More families are saving for college – and many are using 529 plans as their preferred savings vehicle.

That’s a great thing. 529 plans offer tax-incentivized ways to pay for many different types of education expenses. But as their popularity grows, it’s also clear that the processes to access and use the funds are digitally far behind. Right now, disbursement is manually done via paper checks and payment processing, a time consuming labyrinth that affects the plan providers, the institutions and the families themselves.

The lack of digitization and automation only presents more challenges as accounts grow in number and total assets. As such, plan providers spend countless hours and money cutting checks and managing distribution requests. Institutions often receive batches of 529 checks in tightly packed bins and commence a painstakingly manual process of processing those payments. And families sit in the middle – waiting for their 529 disbursement to be applied to their education bill.

Why is the 529 disbursement process still so manual?

College Savings plans are still a relatively new savings vehicle. The industry is playing catch-up with technology but plan managers recognize the need to start eradicating paper volume and manual processes in order to continue to drive value and meet the expectations of plan participants investing in their student’s future. I recently dug into the 529 disbursement digitization opportunity with Tim Riley, Assistant Comptroller and Bursar at Purdue University, and Paul Curley, Director of 529 & ABLE Research at ISS Market Intelligence. We had a candid conversation during PDG’s College & University Bursars SFS Virtual Conference, sharing advice and learnings in the industry and how to make the process more efficient. Listen to the full webcast on automated 529 plan distribution here.

While many areas of education payments are digitized, today’s 529 disbursements remain overly analog. The typical process looks like this:

  1. Families make a withdrawal request from their 529 plan provider.

  2. Funds typically get sent via paper check through the postal service or via expensive overnight couriers, rather than direct ACH.

  3. When institutions receive the checks, they manually sort, open, post, balance, remote deposit and shred them in accordance with regulations.


Some 529 plans have started to deliver 529 disbursements to select schools via electronic funds transfer. But, a lack of standardization results in frequent inefficiency. Either way, without technology and innovation, the end-to-end process is time-consuming, inefficient and error-prone due to its manual nature. It’s not unheard of for checks to be sent to the wrong institution or payments to be missed because of insufficient student account information. In fact, participants live-polled on the recent webcast named processing checks and delivery and identification errors as the major pain points with paper check disbursements.

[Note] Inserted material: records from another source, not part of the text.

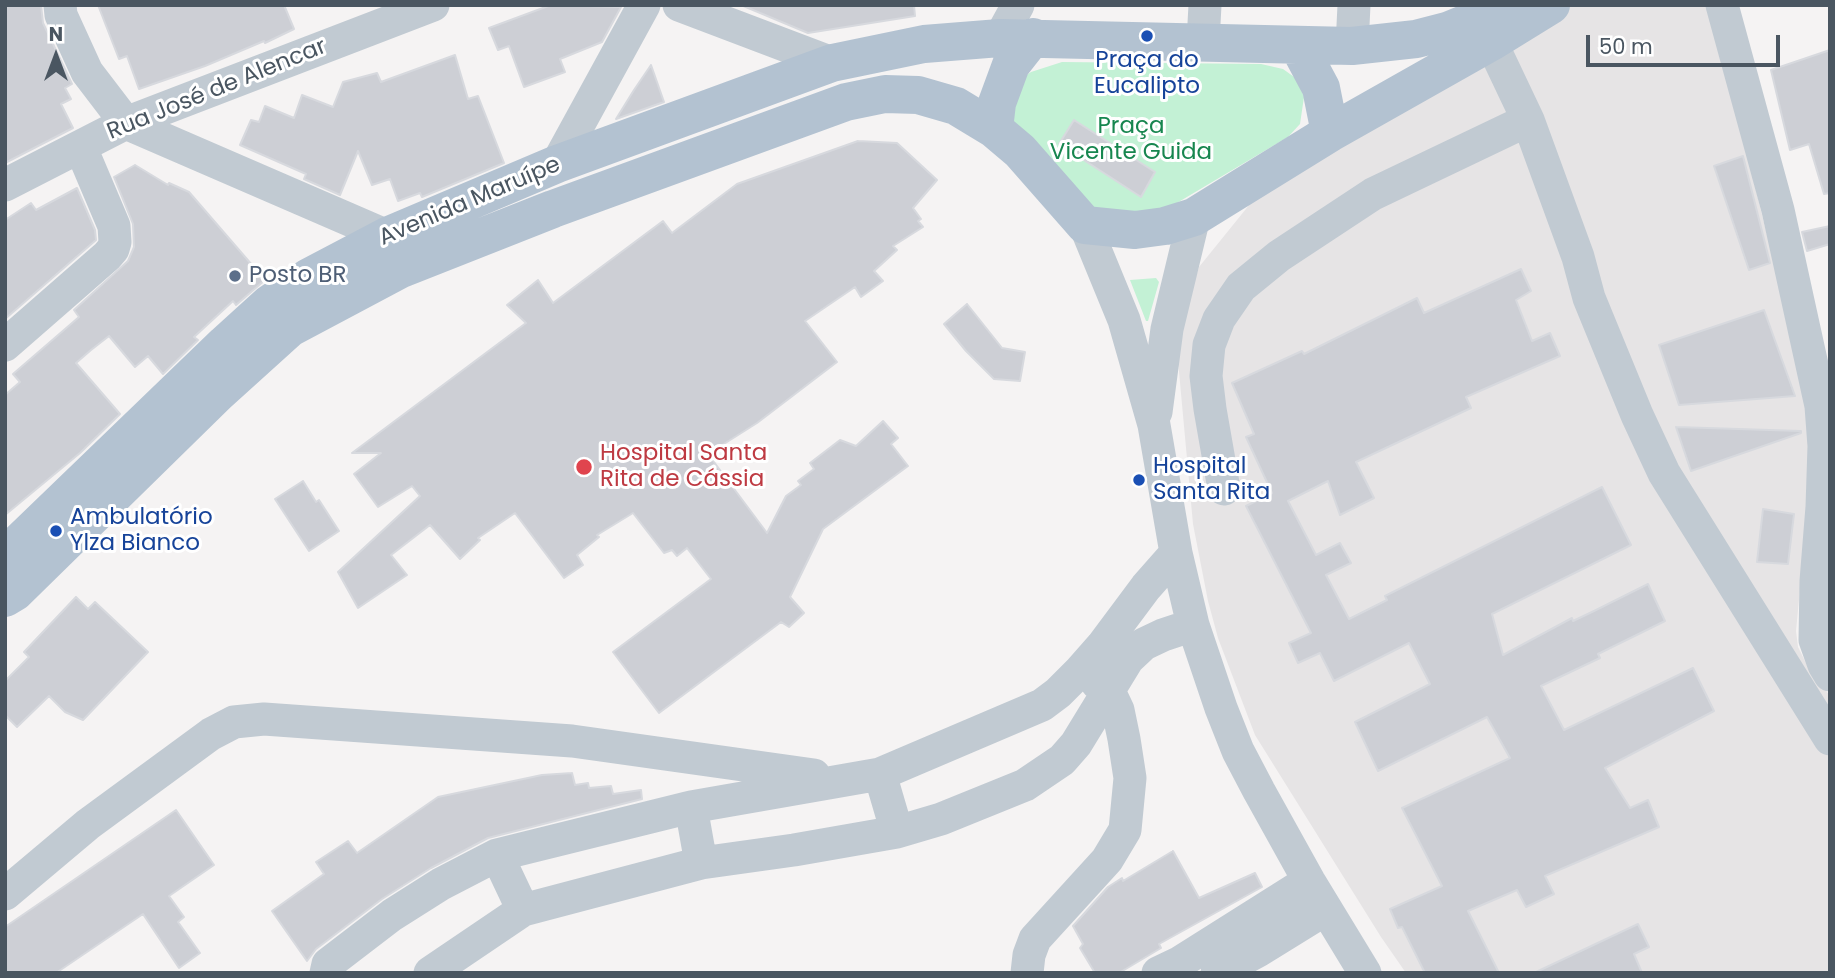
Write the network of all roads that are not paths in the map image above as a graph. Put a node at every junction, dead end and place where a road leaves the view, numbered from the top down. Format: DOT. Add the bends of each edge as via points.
graph roads {
  1 [pos="60,5"];
  2 [pos="433,5"];
  3 [pos="644,5"];
  4 [pos="679,5"];
  5 [pos="1354,5"];
  6 [pos="1511,5"];
  7 [pos="1551,5"];
  8 [pos="1722,5"];
  9 [pos="1204,24"];
  10 [pos="1017,27"];
  11 [pos="1491,42"];
  12 [pos="1298,46"];
  13 [pos="1352,46"];
  14 [pos="832,63"];
  15 [pos="1528,120"];
  16 [pos="126,122"];
  17 [pos="994,129"];
  18 [pos="1331,133"];
  19 [pos="81,148"];
  20 [pos="557,164"];
  21 [pos="5,185"];
  22 [pos="1194,217"];
  23 [pos="1085,225"];
  24 [pos="387,236"];
  25 [pos="5,345"];
  26 [pos="1154,425"];
  27 [pos="1224,489"];
  28 [pos="1176,552"];
  29 [pos="5,556"];
  30 [pos="5,598"];
  31 [pos="1194,625"];
  32 [pos="1830,675"];
  33 [pos="1069,682"];
  34 [pos="1109,691"];
  35 [pos="1089,725"];
  36 [pos="1830,739"];
  37 [pos="880,774"];
  38 [pos="841,779"];
  39 [pos="691,807"];
  40 [pos="897,832"];
  41 [pos="497,855"];
  42 [pos="701,863"];
  43 [pos="5,894"];
  44 [pos="1317,895"];
  45 [pos="523,910"];
  46 [pos="326,973"];
  47 [pos="430,973"];
  48 [pos="1027,973"];
  49 [pos="1158,973"];
  50 [pos="1217,973"];
  51 [pos="1365,973"];
  1 -- 16 [label="street" via="88,72"];
  2 -- 16 [label="street, Rua José de Alencar"];
  3 -- 20 [label="street"];
  4 -- 14 [label="street"];
  5 -- 13 [label="street"];
  6 -- 13 [label="main road" via="1447,31"];
  7 -- 11 [label="main road"];
  8 -- 32 [label="street" via="1778,210 1821,407 1823,495 1815,640"];
  9 -- 10 [label="main road"];
  9 -- 12 [label="main road"];
  10 -- 14 [label="main road, Avenida Maruípe"];
  10 -- 17 [label="main road"];
  11 -- 15 [label="street"];
  11 -- 18 [label="main road"];
  12 -- 13 [label="main road"];
  12 -- 18 [label="main road" via="1321,88"];
  14 -- 20 [label="main road, Avenida Maruípe"];
  15 -- 27 [label="street" via="1373,194 1241,287 1209,345 1206,376"];
  15 -- 36 [label="street" via="1589,298 1664,473"];
  16 -- 19 [label="street, Rua José de Alencar"];
  16 -- 24 [label="street"];
  17 -- 23 [label="main road" via="1020,151"];
  17 -- 30 [label="main road, Avenida Maruípe" via="956,106 918,95 885,94 846,102 625,181 401,269 290,328"];
  18 -- 22 [label="main road"];
  19 -- 21 [label="street, Rua José de Alencar"];
  19 -- 25 [label="street" via="114,226 113,249"];
  20 -- 24 [label="main road, Avenida Maruípe"];
  22 -- 23 [label="main road" via="1135,230"];
  22 -- 26 [label="street" via="1167,329"];
  23 -- 26 [label="street" via="1124,320"];
  24 -- 29 [label="main road, Avenida Maruípe" via="318,271 269,304"];
  26 -- 28 [label="street"];
  28 -- 31 [label="street"];
  28 -- 33 [label="street"];
  31 -- 34 [label="street" via="1144,644 1128,659"];
  31 -- 44 [label="street" via="1238,751"];
  33 -- 34 [label="street"];
  33 -- 35 [label="street"];
  33 -- 37 [label="street" via="1042,705"];
  34 -- 35 [label="street"];
  34 -- 48 [label="street" via="1118,710 1130,778 1125,830 1107,860 1035,939"];
  35 -- 40 [label="street" via="1062,760 1025,785"];
  37 -- 38 [label="street"];
  37 -- 40 [label="street"];
  38 -- 39 [label="street"];
  38 -- 43 [label="street" via="572,741 264,719 234,722 87,825"];
  39 -- 41 [label="street"];
  39 -- 42 [label="street"];
  40 -- 42 [label="street"];
  41 -- 45 [label="street"];
  41 -- 46 [label="street" via="392,915 328,964"];
  42 -- 45 [label="street"];
  44 -- 49 [label="street"];
  44 -- 50 [label="street" via="1258,951"];
  44 -- 51 [label="street"];
  45 -- 47 [label="street"];
}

Consider how these problems magnify at scale. There are now 16 million 529 accounts nationwide, and their use has climbed to 28.9% in 2021 compared with 26.5% in 2019, according to data from a comprehensive ISS MI 529 industry analysis conducted annually for the past 11 years.

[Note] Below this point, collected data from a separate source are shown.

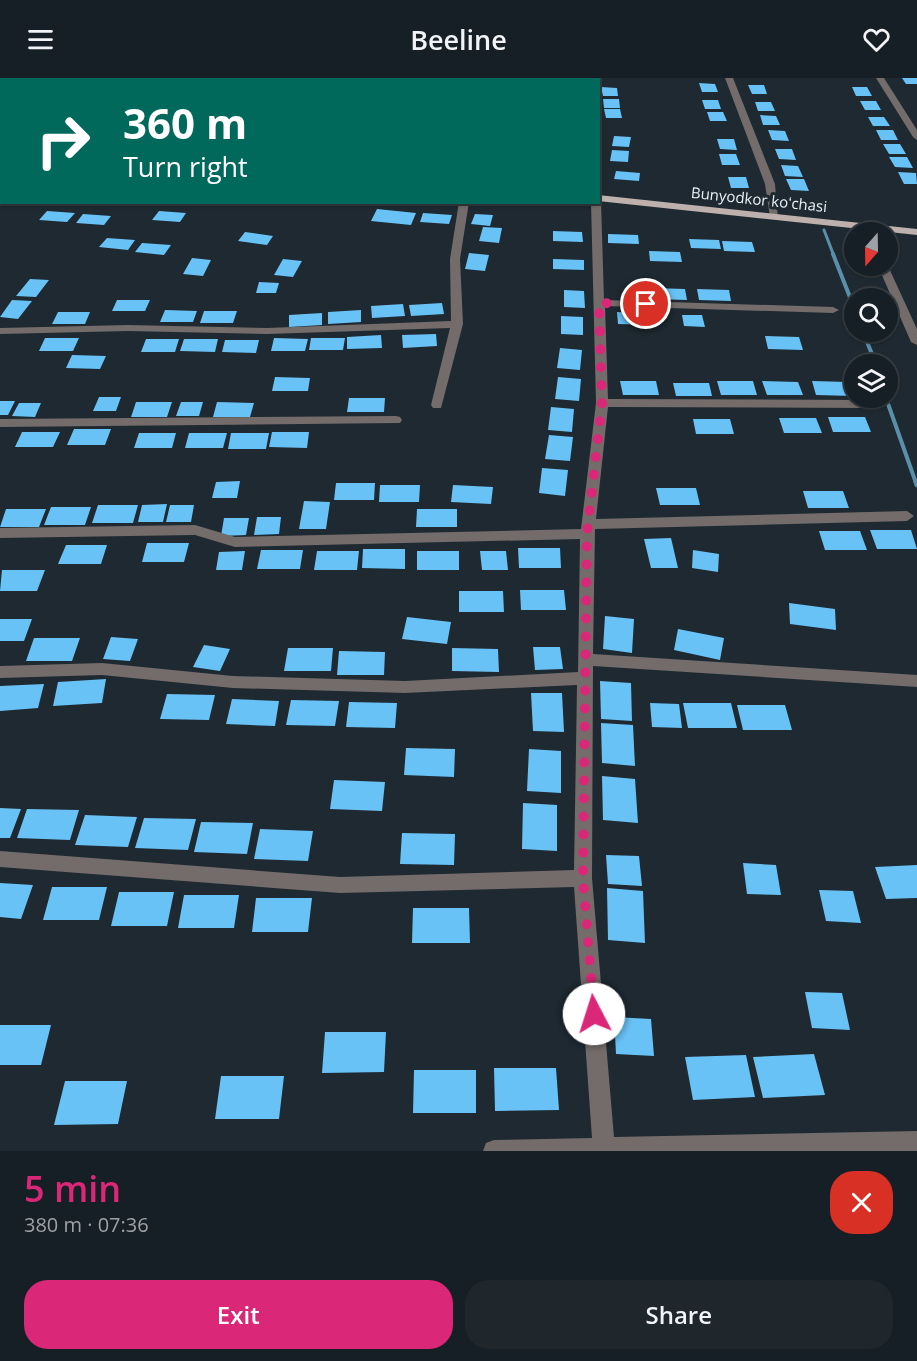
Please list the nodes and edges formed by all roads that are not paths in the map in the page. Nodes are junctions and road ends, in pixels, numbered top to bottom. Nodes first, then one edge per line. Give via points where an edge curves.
1 (729, 78) edge
2 (880, 78) edge
3 (917, 137) edge
4 (600, 198) edge
5 (464, 204) edge
6 (596, 204) edge
7 (775, 217) junction
8 (844, 227) edge
9 (898, 231) edge
10 (917, 232) edge
11 (888, 276) edge
12 (599, 303) junction
13 (833, 310) dead end
14 (457, 324) junction
15 (0, 331) edge
16 (916, 339) edge
17 (602, 403) junction
18 (844, 404) edge
19 (437, 405) dead end
20 (396, 420) dead end
21 (0, 423) edge
22 (907, 516) dead end
23 (587, 529) junction
24 (0, 533) edge
25 (585, 659) junction
26 (0, 672) edge
27 (585, 678) junction
28 (917, 681) edge
29 (0, 859) edge
30 (583, 878) junction
31 (917, 1142) edge
32 (604, 1149) junction
33 (494, 1151) edge

1 - 7 street via 770,184
2 - 3 street
4 - 7 main road, Bunyodkor koʻchasi
5 - 14 street via 455,259
6 - 12 street
7 - 8 main road, Bunyodkor koʻchasi
9 - 10 main road, Bunyodkor koʻchasi
11 - 16 street
12 - 13 street
12 - 17 street
14 - 15 street via 267,332 128,328
14 - 19 street
17 - 18 street
17 - 23 street
20 - 21 street
22 - 23 street
23 - 24 street via 235,542 195,530
23 - 25 street
25 - 27 street
25 - 28 street
26 - 27 street via 102,669 233,682 405,687
27 - 30 street
29 - 30 street via 340,885
30 - 32 street
31 - 32 street
32 - 33 street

“The assets are growing and the number of accounts are growing,” Curley said.

Universities and plan providers benefit from 529 disbursement digitization

The opportunity presented by 529 disbursement digitization is one Purdue University, which consistently ranks as one of the top public universities in the U.S., is keen to embrace. A leader in tuition innovation on a number of levels, for 11 years the Indiana-based university has been able to freeze its tuition, an act in at least some part owed to operational efficiencies gained through technology. When it looked at the 7% of payments it still receives by check, the vast majority, at 75%, were 529 disbursements.

To help alleviate this situation, Purdue turned to Flywire. By using Flywire’s 529 Disbursement solution, the institution is now able to digitize and automate the process. In a matter of months, Purdue is already receiving hundreds of 529 disbursements electronically. This adds to the time and resource efficiencies it’s already realizing with its other 90% of electronic tuition payments.

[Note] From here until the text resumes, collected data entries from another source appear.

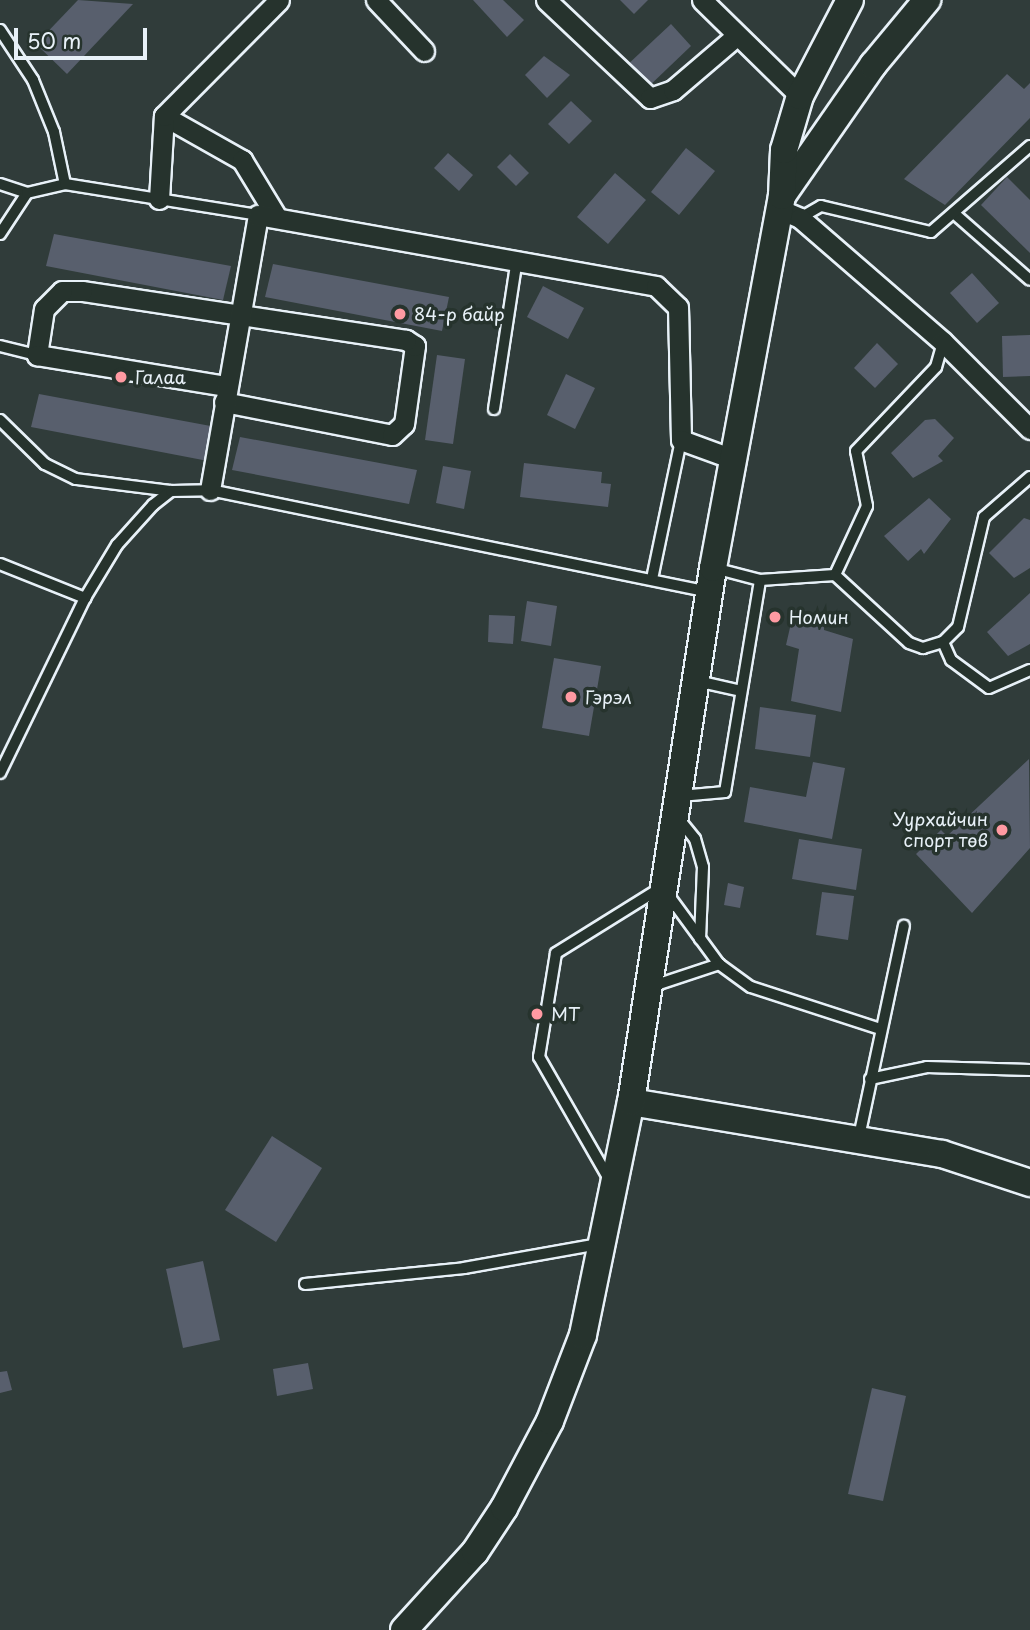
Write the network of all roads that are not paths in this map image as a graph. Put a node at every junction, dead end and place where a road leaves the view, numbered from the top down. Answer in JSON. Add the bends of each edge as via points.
{"nodes":[{"id":1,"x":279,"y":0,"type":"edge"},
{"id":2,"x":376,"y":0,"type":"edge"},
{"id":3,"x":546,"y":0,"type":"edge"},
{"id":4,"x":702,"y":0,"type":"edge"},
{"id":5,"x":850,"y":0,"type":"edge"},
{"id":6,"x":927,"y":0,"type":"edge"},
{"id":7,"x":0,"y":30,"type":"edge"},
{"id":8,"x":735,"y":37,"type":"junction"},
{"id":9,"x":424,"y":51,"type":"dead end"},
{"id":10,"x":800,"y":96,"type":"junction"},
{"id":11,"x":164,"y":116,"type":"junction"},
{"id":12,"x":1030,"y":146,"type":"edge"},
{"id":13,"x":0,"y":184,"type":"edge"},
{"id":14,"x":65,"y":184,"type":"junction"},
{"id":15,"x":27,"y":193,"type":"junction"},
{"id":16,"x":159,"y":199,"type":"junction"},
{"id":17,"x":787,"y":208,"type":"junction"},
{"id":18,"x":267,"y":215,"type":"junction"},
{"id":19,"x":956,"y":215,"type":"junction"},
{"id":20,"x":0,"y":234,"type":"edge"},
{"id":21,"x":517,"y":258,"type":"junction"},
{"id":22,"x":1030,"y":280,"type":"edge"},
{"id":23,"x":240,"y":313,"type":"junction"},
{"id":24,"x":943,"y":342,"type":"junction"},
{"id":25,"x":0,"y":346,"type":"edge"},
{"id":26,"x":37,"y":355,"type":"junction"},
{"id":27,"x":225,"y":394,"type":"junction"},
{"id":28,"x":494,"y":409,"type":"dead end"},
{"id":29,"x":0,"y":420,"type":"edge"},
{"id":30,"x":1030,"y":429,"type":"edge"},
{"id":31,"x":681,"y":440,"type":"junction"},
{"id":32,"x":733,"y":459,"type":"junction"},
{"id":33,"x":1030,"y":477,"type":"edge"},
{"id":34,"x":210,"y":490,"type":"junction"},
{"id":35,"x":171,"y":491,"type":"junction"},
{"id":36,"x":0,"y":564,"type":"edge"},
{"id":37,"x":835,"y":575,"type":"junction"},
{"id":38,"x":652,"y":579,"type":"junction"},
{"id":39,"x":711,"y":580,"type":"junction"},
{"id":40,"x":760,"y":580,"type":"junction"},
{"id":41,"x":85,"y":598,"type":"junction"},
{"id":42,"x":943,"y":642,"type":"junction"},
{"id":43,"x":1030,"y":670,"type":"edge"},
{"id":44,"x":696,"y":681,"type":"junction"},
{"id":45,"x":741,"y":691,"type":"junction"},
{"id":46,"x":0,"y":773,"type":"edge"},
{"id":47,"x":676,"y":805,"type":"junction"},
{"id":48,"x":662,"y":887,"type":"junction"},
{"id":49,"x":904,"y":926,"type":"dead end"},
{"id":50,"x":700,"y":940,"type":"junction"},
{"id":51,"x":719,"y":964,"type":"junction"},
{"id":52,"x":648,"y":989,"type":"junction"},
{"id":53,"x":880,"y":1029,"type":"junction"},
{"id":54,"x":1030,"y":1070,"type":"edge"},
{"id":55,"x":870,"y":1079,"type":"junction"},
{"id":56,"x":631,"y":1102,"type":"junction"},
{"id":57,"x":859,"y":1138,"type":"junction"},
{"id":58,"x":1030,"y":1183,"type":"edge"},
{"id":59,"x":614,"y":1188,"type":"junction"},
{"id":60,"x":604,"y":1243,"type":"junction"},
{"id":61,"x":306,"y":1284,"type":"dead end"},
{"id":62,"x":404,"y":1630,"type":"edge"}],
"edges":[{"from":1,"to":11,"type":"street"},
{"from":2,"to":9,"type":"street"},
{"from":3,"to":8,"type":"street","via":[[650,98],[673,90]]},
{"from":4,"to":8,"type":"street"},
{"from":5,"to":10,"type":"main road"},
{"from":6,"to":17,"type":"main road","via":[[873,65]]},
{"from":7,"to":14,"type":"lane","via":[[33,79],[54,132]]},
{"from":8,"to":10,"type":"street"},
{"from":10,"to":17,"type":"main road","via":[[779,174]]},
{"from":11,"to":16,"type":"street"},
{"from":11,"to":18,"type":"street","via":[[242,160]]},
{"from":12,"to":19,"type":"lane"},
{"from":13,"to":15,"type":"lane"},
{"from":14,"to":15,"type":"lane"},
{"from":14,"to":16,"type":"lane"},
{"from":15,"to":20,"type":"lane"},
{"from":16,"to":18,"type":"lane"},
{"from":17,"to":19,"type":"lane","via":[[821,206],[931,232]]},
{"from":17,"to":24,"type":"street"},
{"from":17,"to":32,"type":"main road"},
{"from":18,"to":21,"type":"street"},
{"from":18,"to":23,"type":"street"},
{"from":19,"to":22,"type":"lane"},
{"from":21,"to":28,"type":"lane"},
{"from":21,"to":31,"type":"street","via":[[638,279],[671,295],[678,307]]},
{"from":23,"to":26,"type":"street","via":[[62,291],[44,309]]},
{"from":23,"to":27,"type":"street"},
{"from":23,"to":27,"type":"street","via":[[411,342],[416,353],[404,424],[392,435]]},
{"from":24,"to":30,"type":"street"},
{"from":24,"to":37,"type":"lane","via":[[936,367],[856,451],[867,506]]},
{"from":25,"to":26,"type":"lane"},
{"from":26,"to":27,"type":"street"},
{"from":27,"to":34,"type":"street"},
{"from":29,"to":35,"type":"lane","via":[[45,464],[76,479]]},
{"from":31,"to":32,"type":"street"},
{"from":31,"to":38,"type":"lane"},
{"from":32,"to":39,"type":"main road"},
{"from":33,"to":42,"type":"lane","via":[[984,517],[958,627]]},
{"from":34,"to":35,"type":"lane"},
{"from":34,"to":38,"type":"lane"},
{"from":35,"to":41,"type":"lane","via":[[117,545]]},
{"from":36,"to":41,"type":"lane"},
{"from":37,"to":40,"type":"lane"},
{"from":37,"to":42,"type":"lane","via":[[909,643],[923,648]]},
{"from":38,"to":39,"type":"lane"},
{"from":39,"to":40,"type":"lane"},
{"from":39,"to":44,"type":"main road"},
{"from":40,"to":45,"type":"lane"},
{"from":41,"to":46,"type":"lane"},
{"from":42,"to":43,"type":"lane","via":[[951,660],[989,688]]},
{"from":44,"to":45,"type":"lane"},
{"from":44,"to":47,"type":"main road"},
{"from":45,"to":47,"type":"lane","via":[[725,792]]},
{"from":47,"to":48,"type":"main road"},
{"from":47,"to":50,"type":"lane","via":[[695,839],[703,867]]},
{"from":48,"to":50,"type":"lane"},
{"from":48,"to":52,"type":"main road"},
{"from":48,"to":59,"type":"lane","via":[[556,953],[539,1057]]},
{"from":49,"to":53,"type":"lane"},
{"from":50,"to":51,"type":"lane"},
{"from":51,"to":52,"type":"lane"},
{"from":51,"to":53,"type":"lane","via":[[751,986]]},
{"from":52,"to":56,"type":"main road"},
{"from":53,"to":55,"type":"lane"},
{"from":54,"to":55,"type":"lane","via":[[927,1067]]},
{"from":55,"to":57,"type":"lane"},
{"from":56,"to":57,"type":"main road"},
{"from":56,"to":59,"type":"main road"},
{"from":57,"to":58,"type":"main road","via":[[974,1163]]},
{"from":59,"to":60,"type":"main road"},
{"from":60,"to":61,"type":"lane","via":[[464,1268]]},
{"from":60,"to":62,"type":"main road","via":[[570,1375],[528,1465],[475,1552]]}]}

There are many advantages to digitizing the disbursement process for plan providers as well. For instance, the time and money saved can be spent on better marketing the savings tools, and even looking at lowering their cost, according to Curley. What’s more, a better experience increases the chances the family will use or recommend the plan provider – as how easy it was for a family to utilize plan funds weighs into their decision on whether to use it as a savings vehicle again.

Take the pain out of the 529 disbursement process

Flywire’s 529 Disbursement solution automates the disbursement process, and allows 529 account holders to make electronic disbursements directly to eligible education institutions. Flywire’s public API directly connects the network of 529 plan providers and the education institutions, allowing account holders to make electronic disbursements directly to institutions. Flywire’s platform performs the data exchange, bundling and digitizing payments to schools in a way they’re accustomed to receive (including ID number, name, etc.). This, in turn, expedites payment delivery.

Taking the pain out of managing the 529 payments process helps institutions and enables the plans to do the job the families had in mind - helping to easily pay for school. That all does something very important as it makes the business side of Purdue a simple and intuitive experience, Riley said, “so students can concentrate on their academic success.”